# teaching machines

## Dates as Fractions

April 28, 2020 by . Filed under public.

Today is 4/28. As a fraction, today is $\frac{4}{28} = \frac{1}{7} \approx 0.143$. But how close is that to the proportion of the year that has passed? We are on day 119 of a year with 366 days, and $\frac{119}{366} \approx 0.325$. That’s a difference of approximately 0.182. That’s not very close.
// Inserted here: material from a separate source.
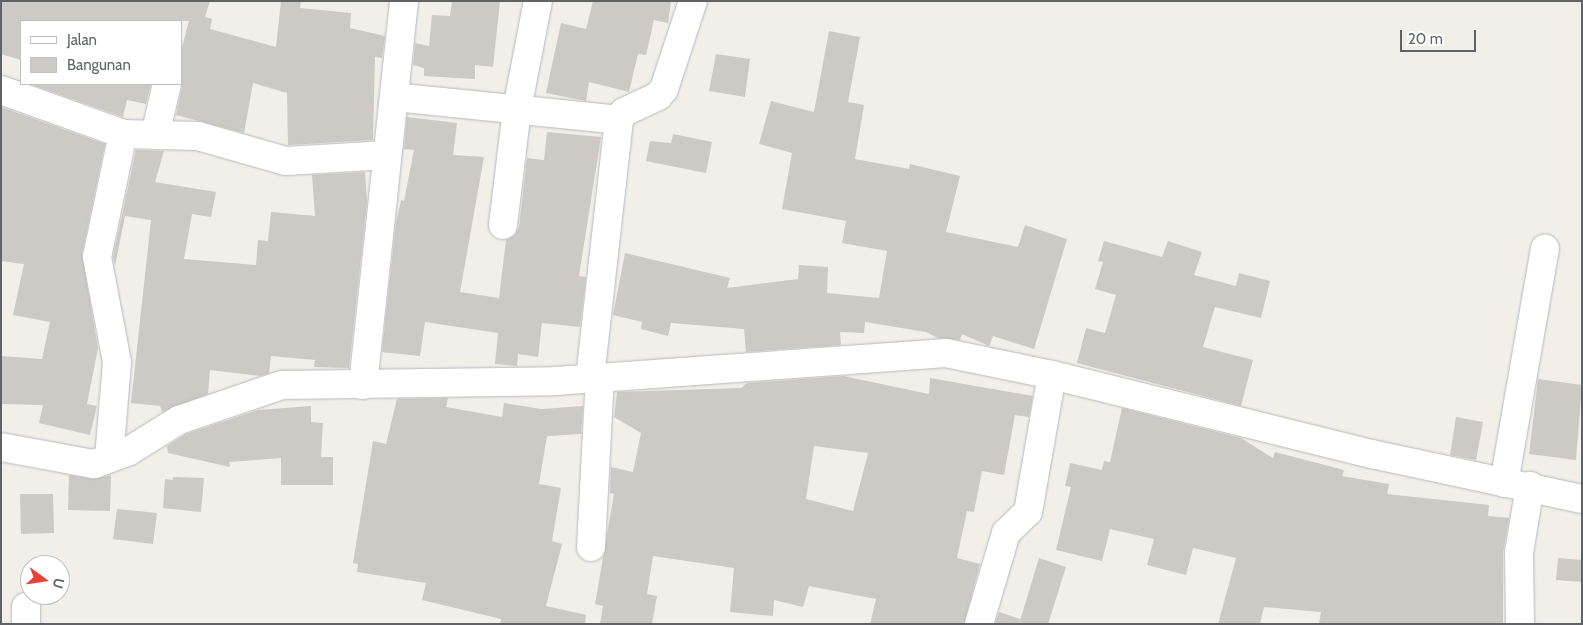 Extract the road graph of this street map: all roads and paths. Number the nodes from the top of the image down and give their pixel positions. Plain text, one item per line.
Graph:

Perhaps there are days whose rational numbers are closer? I had to find out, so I wrote a program. I’m gun-shy of date libraries, so I started with just this simple list of month lengths:

MONTH_LENGTHS = [31, 28, 31, 30, 31, 30, 31, 31, 30, 31, 30, 31]
YEAR_LENGTH = MONTH_LENGTHS.sum


I hardcoded February as a non-leap year.

Next up, because I like pivoting around data rather than code, I modeled the subject of our study using a class. Its methods interpret the date as various rational numbers: as a month-over-day, as a day-of-year, and as a day-over-month.

class Date
attr_reader :month, :day, :doy

def initialize(month, day, doy)
@month = month
@day = day
@doy = doy
end

def doyProportion
@doy.to_f / YEAR_LENGTH
end

def monthOverDay
@month.to_f / @day
end

def dayOverMonth
@day.to_f / @month
end
end


To make a list of all the dates of the year, I decided to iterate through the interval [1, 365], maintaining separate month and day counters as I go. Upon reaching the end of month, I reset the day counter back to 1.

doy = 1
month = 1
day = 1

dates = []
while month < 13
dates << Date.new(month, day, doy)
doy += 1
if day < MONTH_LENGTHS[month - 1]
day += 1
else
day = 1
month += 1
end
end


Now I had all the pieces I needed to conduct my investigation. I sorted my list by the absolute difference between the month-over-day and the day-of-year proportion:

sorted = dates.sort_by do |date|
(date.monthOverDay - date.doyProportion).abs
end


Who do you think the winner was?

In Table 1, we have the top ten dates whose month-over-days are nearest to their day-of-year proportions.

Congratulations, January 19! Adding in the leap day changes this list very little.

Which dates do you think had the largest differences between their two rational numbers? You don’t really need a program to tell you the answers, which are shown in Table 2.

Congratulations, December 1!

America is one of the few countries that places months before days in dates. Sometimes the month-day-year ordering is called middle-endian ordering. Many more countries use little-endian ordering. They would say that today is 28/4.

Let’s examine figure out which dates are closest in little-endian ordering. We make just a slight change to our sorting criteria to consider the day-over-month rather than the month-over-day:

sorted = dates.sort_by do |date|
(date.dayOverMonth - date.doyProportion).abs
end


The dates whose rational numbers are nearest are shown in Table 3.

Congratulations, 1 April!

Once again, can you guess which dates are at the bottom of this list? You can, if you believe in yourself. The answers are shown in Table 4.

Congratulations, 31 January!

I am satisfied with the outcome of my investigation. I now have four new holidays to celebrate.